L’objet-livre est splendide – couverture épaisse, beau papier glacé, pagination généreuse (188 pages tout de même !). Dès l’ouverture, j’ai été séduite par une patte graphique originale, presque expressionniste dans certaines cases, et travaillée dans ses moindres détails pour composer une atmosphère angoissante.

La narration est impeccable aussi. Déclinée sur plusieurs modes – images ravivées par les souvenirs des personnages, extraits de mail, captures d’écran de smartphone, notes des personnages, énigmatiques scripts de leurs échanges, elle joue sans aucun temps mort sur les va-et-vient temporels : on suit les protagonistes dans leur installation dans leurs nouveaux murs et leurs recherches pour tenter de comprendre ce qui leur arrive. Mais l’histoire est ponctuée de flash-back qui éclairent progressivement ce qui les lie et composent un portrait de l’hôte-mystère. Et quelques visions du futur laissent entrevoir l’ampleur des dégâts à venir. Tout cela est très intrigant, d’autant que si on est attentif, on remarque certains décalages entre passé et présent qui nous mettent la puce à l’oreille – notamment, tous les invités sont-ils bien là ? Je suis très curieuse de suivre l’évolution de la tectonique des relations au sein du groupe et d’en savoir plus sur ce qui se passe dans le reste du monde.

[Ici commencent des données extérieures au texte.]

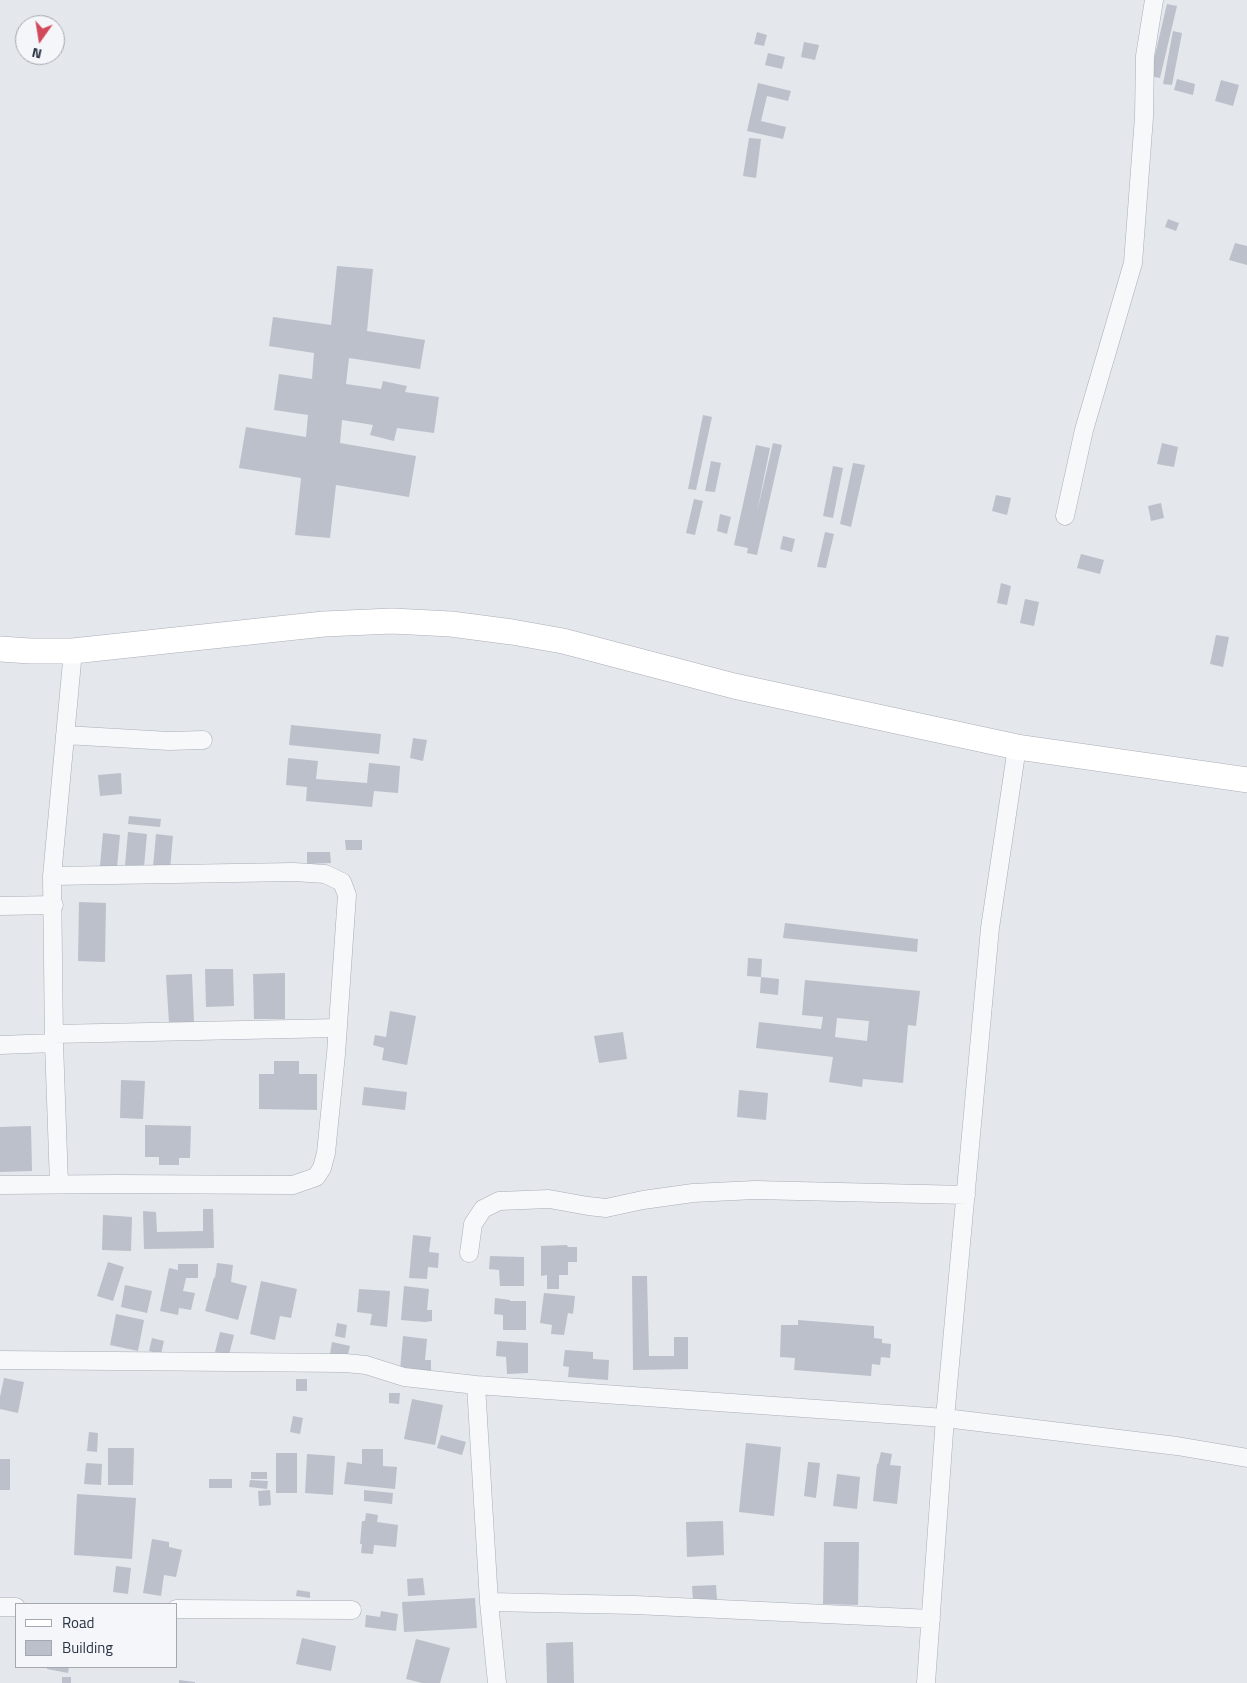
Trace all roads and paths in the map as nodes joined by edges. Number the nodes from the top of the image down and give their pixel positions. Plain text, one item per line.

Le livre a quelque chose de très cinématographique qui fait aussi penser à une série, découpées en épisodes avec chacune son générique. On pense aussi aux jeux de rôles (jeux vidéo ou jeux de plateau) puisque chacun semble avoir un « titre » (l’artiste, le journaliste, etc.) et un rôle associé. Je n’ai pas toujours trouvé évident de m’y retrouver vu le nombre de personnages désignés tour à tour par leur prénom et leur titre et représentés dans différentes tenues et à différents âges, sachant que certains ont bien changé… Mais c’est une belle idée de mêler les univers de la BD, des séries et du jeu. Et j’ai apprécié les réflexions inspirées par cette lecture sur notre époque, l’expérience du confinement, les dilemmes d’action collective.

Si la maison se trouve dans le Wisconsin, j’inclus ce titre dans ma série new-yorkaise parce qu’une partie de l’intrigue se noue à New-York, dans un Brooklyn estudiantin, festif, artiste et queer. Une atmosphère réminiscente de notre découverte du quartier de Bushwick où nous avons eu la chance de tomber sur Caty Wooley, une street-artiste qui nous a montré les œuvres très chouettes que son collectif déploie un peu partout.

Source de la carte : Open Street Map (Open database licence)

L’un des personnages de la BD est d’ailleurs le sosie de Jean-Michel Basquiat (natif de Brooklyn), représenté (avec le rappeur Notorious BIG, également originaire de Brooklyn) sur l’une des fresques murales que nous avons immortalisées lors de notre balade.

Bref, n’hésitez pas à découvrir ce huis clos pêchu, angoissant et très, très intrigant ! Et à découvrir Bushwick si vous vous rendez à New-York !

Lu en janvier 2025 – Urban Comics, 18€

7 commentaires sur “The nice house on the lake, de James Tynion IV et Álvaro Martínez Bueno (Urban Comics, 2023)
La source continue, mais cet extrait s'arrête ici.